Comment allez-vous arriver ?

La réalisation des infrastructures relève du devoir du gouvernement. Il appartient à l’élu local d’insister auprès des autorités compétentes pour la réalisation effective de ces infrastructures au bénéfice des populations. Dans l’agriculture, on dit que la Côte d’Ivoire est premier pays producteur de noix de cajou. Les meilleures noix viennent du Nord-Est. Et aucune usine de transformation à Tanda dans laquelle peuvent travailler des jeunes ? On n’arrive même pas à acheter le kilogramme de cajou au prix officiel. Dites-moi, quelles sont les répercussions de notre position de premier rang sur les producteurs locaux ? Cette situation de désespoir constitue le terreau de l’orpaillage illégal. Avec la prostitution et l’insécurité comme corollaire. Le développement ne vient pas ex-nihilo. Il y a des actes à poser sur le terrain.

Quelles seront vos priorités dans la circonscription si vous êtes élue députée ?

Porter les voix de mes parents de Tanda à l’Hémicycle. Voir si les lois qui sont déjà votées pour leur bien-être sont appliquées. On m’a posé une question hier si je trouvais normal que des filles mineures qui ont déjà des enfants ne partent pas à l’école. J’ai répondu non, pas normal. La loi condamne cela. Mais cette loi est-elle appliquée ? Non. Il faut juste informer. La jeune fille, aussi bien que le jeune homme qui l’a engrossée, doit être informée sur cette loi. Les filles doivent être informées pour se préserver. En tant qu’élue, hormis le volet développement qui est dû à ma propre compétence d’entrepreneure, je vais mettre des sessions d’informations et d’échanges avec les populations sur les lois qui seront votées. Je veux être la voix du peuple de Tanda au Parlement. Et du Parlement vers les populations.

En quoi vous serez différente de vos prédécesseurs ?

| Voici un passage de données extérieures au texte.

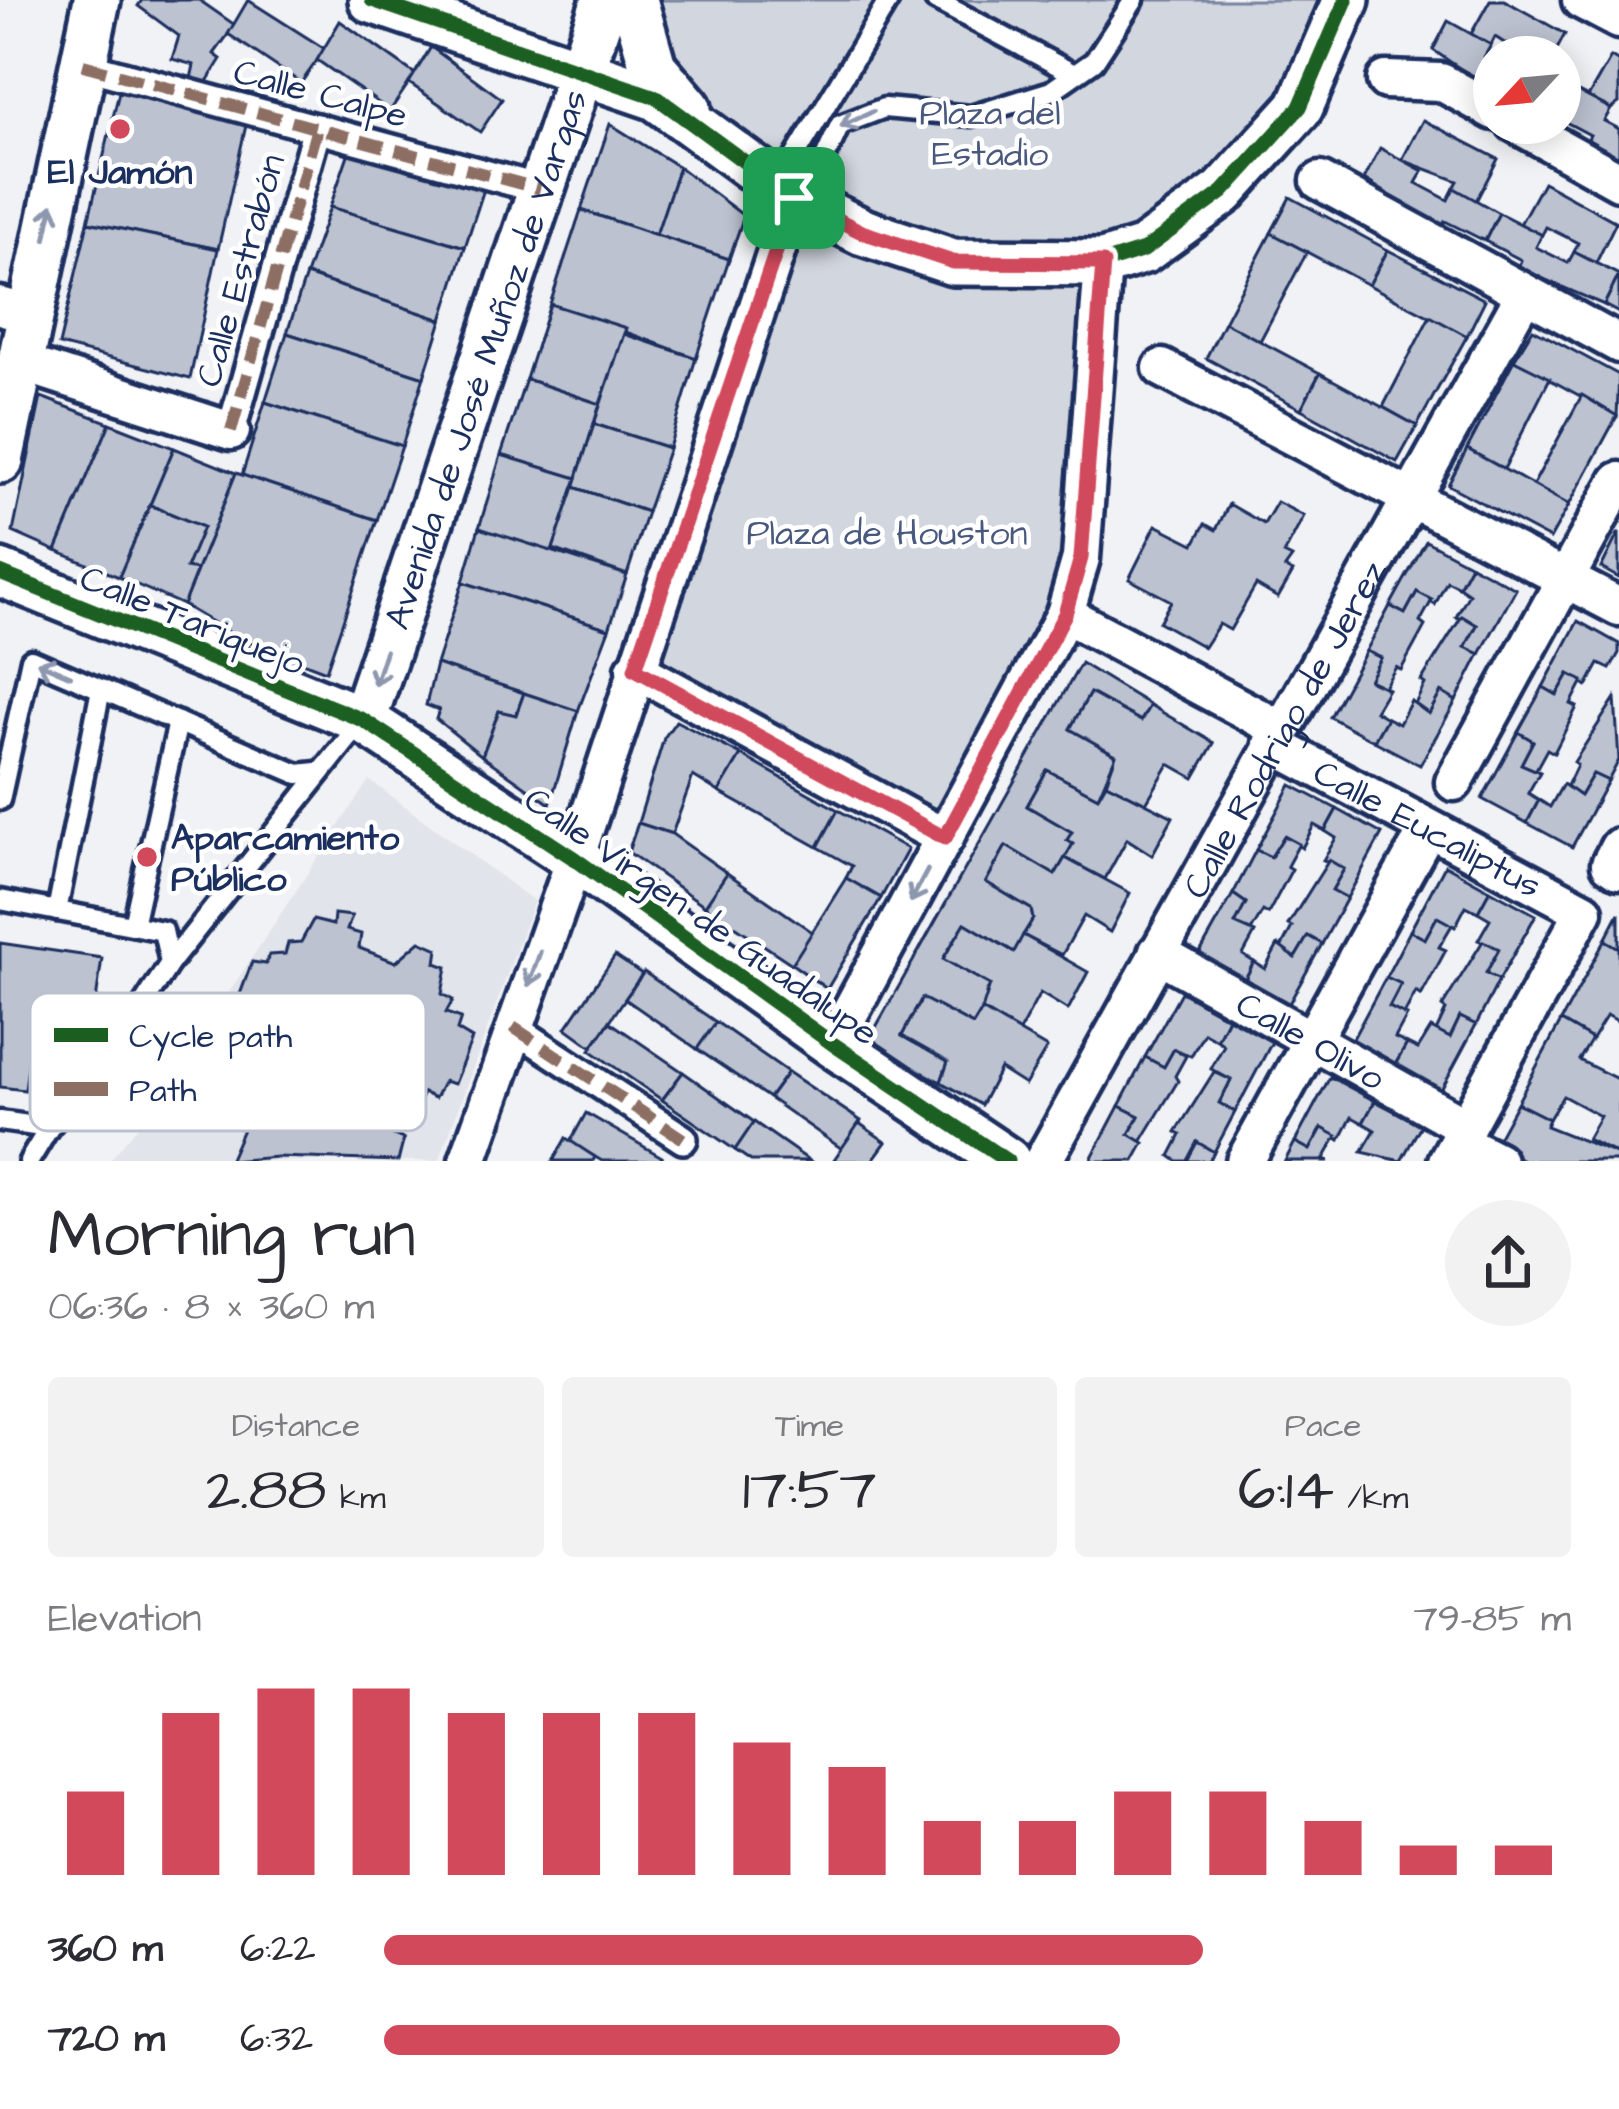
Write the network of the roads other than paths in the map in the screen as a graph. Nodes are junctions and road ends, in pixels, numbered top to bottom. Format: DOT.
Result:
graph roads {
  1 [pos="97,0"];
  2 [pos="372,0"];
  3 [pos="605,0"];
  4 [pos="634,0"];
  5 [pos="889,0"];
  6 [pos="935,0"];
  7 [pos="1346,0"];
  8 [pos="1581,0"];
  9 [pos="1128,2"];
  10 [pos="1619,20"];
  11 [pos="83,65"];
  12 [pos="584,70"];
  13 [pos="1074,74"];
  14 [pos="1386,80"];
  15 [pos="1473,100"];
  16 [pos="317,128"];
  17 [pos="706,128"];
  18 [pos="1553,144"];
  19 [pos="1320,181"];
  20 [pos="1619,181"];
  21 [pos="540,188"];
  22 [pos="795,195"];
  23 [pos="1103,263"];
  24 [pos="1525,293"];
  25 [pos="15,310"];
  26 [pos="1619,344"];
  27 [pos="19,362"];
  28 [pos="1162,368"];
  29 [pos="231,431"];
  30 [pos="0,460"];
  31 [pos="1619,481"];
  32 [pos="1411,500"];
  33 [pos="0,573"];
  34 [pos="1565,577"];
  35 [pos="1619,608"];
  36 [pos="1065,614"];
  37 [pos="635,669"];
  38 [pos="101,689"];
  39 [pos="363,720"];
  40 [pos="178,722"];
  41 [pos="1276,736"];
  42 [pos="317,772"];
  43 [pos="1454,782"];
  44 [pos="0,800"];
  45 [pos="1428,829"];
  46 [pos="945,838"];
  47 [pos="575,859"];
  48 [pos="0,900"];
  49 [pos="57,911"];
  50 [pos="133,926"];
  51 [pos="1157,953"];
  52 [pos="170,963"];
  53 [pos="151,993"];
  54 [pos="513,1027"];
  55 [pos="1311,1039"];
  56 [pos="833,1044"];
  57 [pos="0,1121"];
  58 [pos="30,1125"];
  59 [pos="47,1131"];
  60 [pos="683,1139"];
  61 [pos="1457,1143"];
  62 [pos="28,1161"];
  63 [pos="468,1161"];
  64 [pos="1007,1161"];
  65 [pos="1043,1161"];
  66 [pos="1245,1161"];
  67 [pos="1497,1161"];
  1 -- 11 [label="street"];
  2 -- 12 [label="street"];
  3 -- 12 [label="street, Avenida de José Muñoz de Vargas"];
  4 -- 17 [label="street"];
  5 -- 22 [label="lane"];
  6 -- 13 [label="lane"];
  7 -- 23 [label="street"];
  8 -- 10 [label="street"];
  9 -- 13 [label="lane"];
  11 -- 16 [label="street, Calle Calpe"];
  25 -- 11 [label="street, one-way"];
  12 -- 17 [label="street"];
  12 -- 21 [label="street, Avenida de José Muñoz de Vargas"];
  13 -- 22 [label="lane, one-way"];
  14 -- 15 [label="street"];
  16 -- 21 [label="street, Calle Calpe"];
  16 -- 29 [label="street, Calle Estrabón"];
  17 -- 22 [label="street"];
  18 -- 20 [label="street"];
  19 -- 24 [label="street"];
  21 -- 39 [label="street, Avenida de José Muñoz de Vargas, one-way"];
  22 -- 23 [label="street"];
  22 -- 37 [label="street"];
  23 -- 36 [label="street"];
  24 -- 26 [label="street"];
  24 -- 32 [label="street, Calle Rodrigo de Jerez"];
  25 -- 27 [label="street"];
  27 -- 29 [label="street"];
  27 -- 30 [label="street"];
  28 -- 32 [label="street"];
  31 -- 34 [label="street"];
  32 -- 34 [label="street"];
  32 -- 41 [label="street, Calle Rodrigo de Jerez"];
  33 -- 39 [label="street, Calle Tariquejo"];
  34 -- 35 [label="street"];
  34 -- 43 [label="street"];
  36 -- 41 [label="street, Calle Eucaliptus"];
  36 -- 46 [label="street"];
  37 -- 46 [label="street"];
  37 -- 47 [label="street"];
  38 -- 40 [label="lane"];
  38 -- 44 [label="lane, one-way"];
  38 -- 49 [label="lane"];
  39 -- 42 [label="lane"];
  39 -- 47 [label="street, Calle Virgen de Guadalupe"];
  40 -- 42 [label="lane"];
  40 -- 50 [label="lane"];
  41 -- 45 [label="street, Calle Eucaliptus"];
  41 -- 51 [label="street, Calle Rodrigo de Jerez"];
  42 -- 52 [label="lane"];
  45 -- 55 [label="street"];
  45 -- 61 [label="street, Calle Eucaliptus"];
  46 -- 56 [label="street, one-way"];
  47 -- 54 [label="street, one-way"];
  47 -- 56 [label="street, Calle Virgen de Guadalupe"];
  48 -- 49 [label="lane"];
  49 -- 50 [label="lane"];
  50 -- 52 [label="lane"];
  51 -- 55 [label="street, Calle Olivo"];
  51 -- 65 [label="street, Calle Rodrigo de Jerez"];
  52 -- 53 [label="lane"];
  54 -- 60 [label="street"];
  54 -- 63 [label="street"];
  55 -- 61 [label="street, Calle Olivo"];
  55 -- 66 [label="street"];
  56 -- 64 [label="street, Calle Virgen de Guadalupe"];
  57 -- 58 [label="lane"];
  59 -- 62 [label="lane"];
  61 -- 67 [label="street, Calle Olivo"];
}
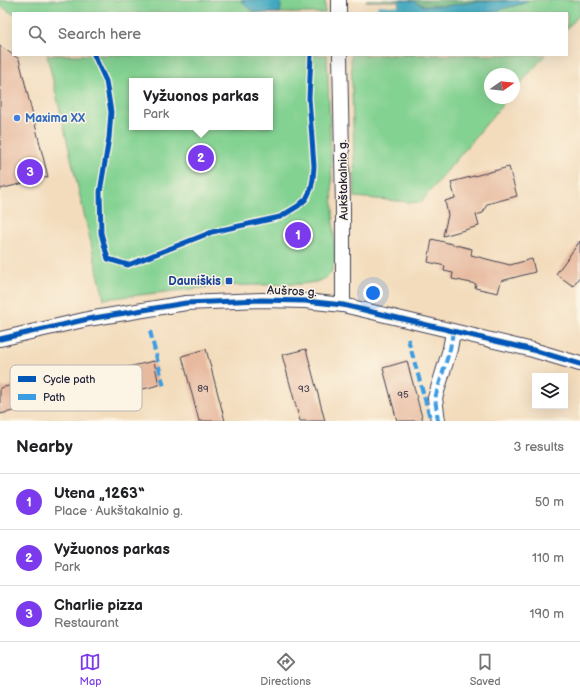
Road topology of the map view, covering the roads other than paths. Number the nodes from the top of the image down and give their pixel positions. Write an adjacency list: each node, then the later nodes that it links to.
1 (339, 0): 2 (street)
2 (339, 12)
3 (340, 56): 4 (street, Aukštakalnio g.)
4 (343, 305): 5 (street, Aušros g.); 6 (street, Aušros g.)
5 (453, 332): 7 (street, Aušros g.); 8 (street)
6 (0, 340)
7 (580, 364)
8 (438, 421)

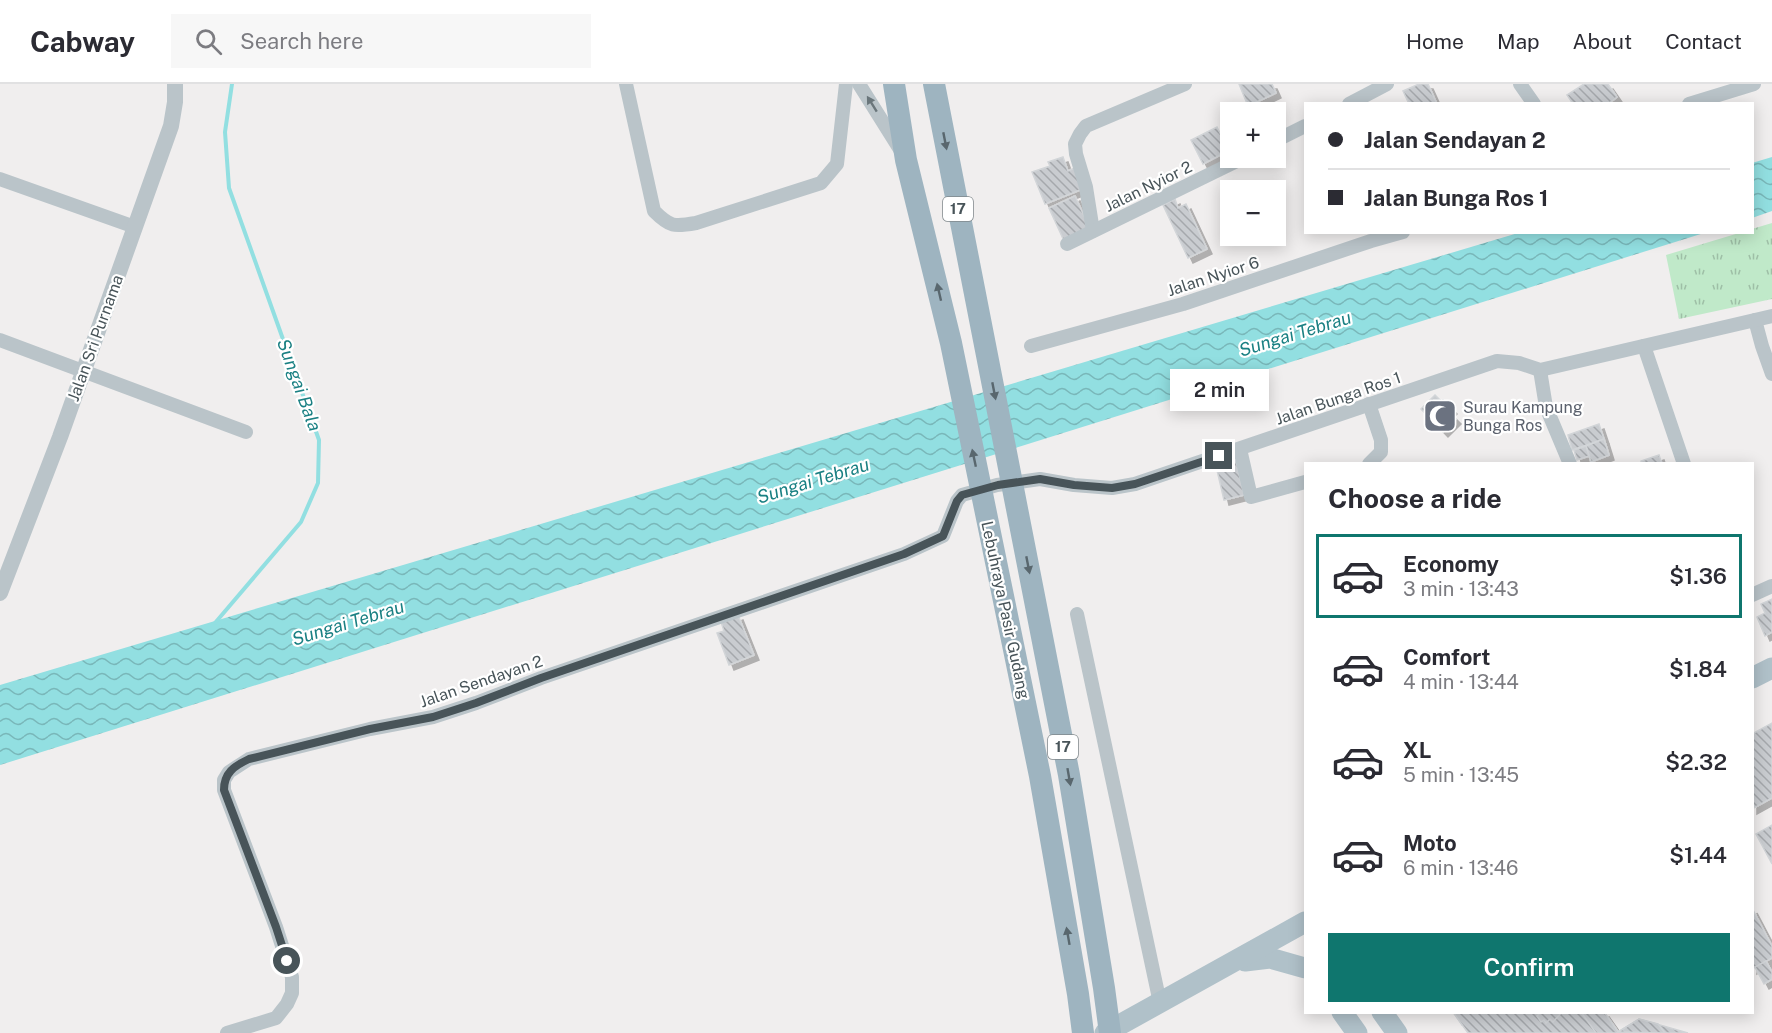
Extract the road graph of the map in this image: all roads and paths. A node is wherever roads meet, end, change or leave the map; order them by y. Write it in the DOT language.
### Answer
graph roads {
  1 [pos="175,84"];
  2 [pos="626,84"];
  3 [pos="846,84"];
  4 [pos="859,84"];
  5 [pos="894,84"];
  6 [pos="934,84"];
  7 [pos="1185,84"];
  8 [pos="1387,84"];
  9 [pos="1520,84"];
  10 [pos="1754,84"];
  11 [pos="1353,102"];
  12 [pos="1533,102"];
  13 [pos="1696,102"];
  14 [pos="1304,126"];
  15 [pos="1286,136"];
  16 [pos="906,160"];
  17 [pos="1222,168"];
  18 [pos="0,179"];
  19 [pos="135,227"];
  20 [pos="1093,231"];
  21 [pos="1396,234"];
  22 [pos="1067,244"];
  23 [pos="1772,316"];
  24 [pos="1755,320"];
  25 [pos="0,340"];
  26 [pos="1031,346"];
  27 [pos="1644,346"];
  28 [pos="84,369"];
  29 [pos="1540,369"];
  30 [pos="1772,374"];
  31 [pos="1370,404"];
  32 [pos="246,432"];
  33 [pos="1240,449"];
  34 [pos="1372,462"];
  35 [pos="1569,462"];
  36 [pos="1683,462"];
  37 [pos="1304,482"];
  38 [pos="940,538"];
  39 [pos="1772,586"];
  40 [pos="1,591"];
  41 [pos="1754,594"];
  42 [pos="1077,614"];
  43 [pos="1304,923"];
  44 [pos="1284,934"];
  45 [pos="1304,962"];
  46 [pos="1229,964"];
  47 [pos="1304,968"];
  48 [pos="1160,1003"];
  49 [pos="1343,1014"];
  50 [pos="1383,1014"];
  51 [pos="227,1033"];
  52 [pos="1083,1033"];
  53 [pos="1105,1033"];
  54 [pos="1110,1033"];
  55 [pos="1357,1033"];
  56 [pos="1397,1033"];
  1 -- 19 [label="street, Jalan Sri Purnama"];
  2 -- 3 [label="street"];
  16 -- 4 [label="street, one-way"];
  5 -- 16 [label="highway, Lebuhraya Pasir Gudang / 17"];
  6 -- 54 [label="highway, Lebuhraya Pasir Gudang / 17, one-way"];
  7 -- 20 [label="street"];
  8 -- 11 [label="street"];
  9 -- 12 [label="street"];
  10 -- 13 [label="street"];
  14 -- 15 [label="street"];
  52 -- 16 [label="highway, Lebuhraya Pasir Gudang / 17, one-way"];
  17 -- 20 [label="street, Jalan Nyior 2"];
  18 -- 19 [label="street"];
  19 -- 28 [label="street, Jalan Sri Purnama"];
  20 -- 22 [label="street, Jalan Nyior 2"];
  21 -- 26 [label="street, Jalan Nyior 6"];
  23 -- 24 [label="street, Jalan Bunga Ros 1"];
  24 -- 27 [label="street, Jalan Bunga Ros 1"];
  24 -- 30 [label="street"];
  25 -- 28 [label="street"];
  27 -- 29 [label="street, Jalan Bunga Ros 1"];
  27 -- 36 [label="street"];
  28 -- 32 [label="street"];
  28 -- 40 [label="street, Jalan Sri Purnama"];
  29 -- 31 [label="street, Jalan Bunga Ros 1"];
  29 -- 35 [label="street"];
  31 -- 33 [label="street, Jalan Bunga Ros 1"];
  31 -- 34 [label="street"];
  33 -- 37 [label="street"];
  33 -- 38 [label="street, Jalan Bunga Ros 1"];
  38 -- 51 [label="street, Jalan Sendayan 2"];
  39 -- 41 [label="street"];
  42 -- 48 [label="street"];
  43 -- 44 [label="main road"];
  44 -- 45 [label="main road"];
  44 -- 46 [label="main road"];
  46 -- 47 [label="main road"];
  46 -- 48 [label="main road"];
  48 -- 53 [label="main road"];
  49 -- 55 [label="main road"];
  50 -- 56 [label="main road"];
}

Je serai plus proche des populations. Je sais déjà le faire. Si vous voulez aider quelqu’un, il faut avoir les moyens d’aider cette personne. J’ai la vocation et l’envie d’être proche des populations. Non pas pour distribuer des billets de banques car je n’en ai pas. D’ailleurs c’est malheureux les billets de banque qui sont distribués ici et là. On doit pas le faire. On doit plutôt chercher des solutions durables aux problèmes des gens, qu’ils aient accès au minimum vital. S’il n’y a pas de radiographie à l’hôpital de Tanda, ce n’est pas le maire de la ville qui doit l’acheter. Mais lui, le député ou un autre élu local peut jouer sur ses relations en vue de l’équipement de l’hôpital en ce matériel indispensable.

Vous parlez du relationnel ?

Le relationnel et la vision de l’élu peuvent jouer. Est-ce que ce dernier est préoccupé par la santé de ses populations ? Pensez-vous que si un élu informe le chef de l’État ou le ministre de la Santé que l’hôpital de Tanda ne dispose pas de matériel de radiographie, le président ou le ministre dira qu’il n’a pas de budget pour cela ? Impossible. On applaudit 3 kilomètres de bitume pour la ville de Tanda. Pourquoi faire ? Pour aller d’où à où ? Il faut une personne sincère qui comprend et se soucie du bien-être des populations. Cette personne peut aller défendre et chercher des solutions. Je me battrai pour chercher des solutions. Même s’il me faut faire un sit-in pour que l’hôpital de Tanda soit équipé, je le ferai.  C’est la différence entre moi et les autres qui étaient-là ou qui sont encore là.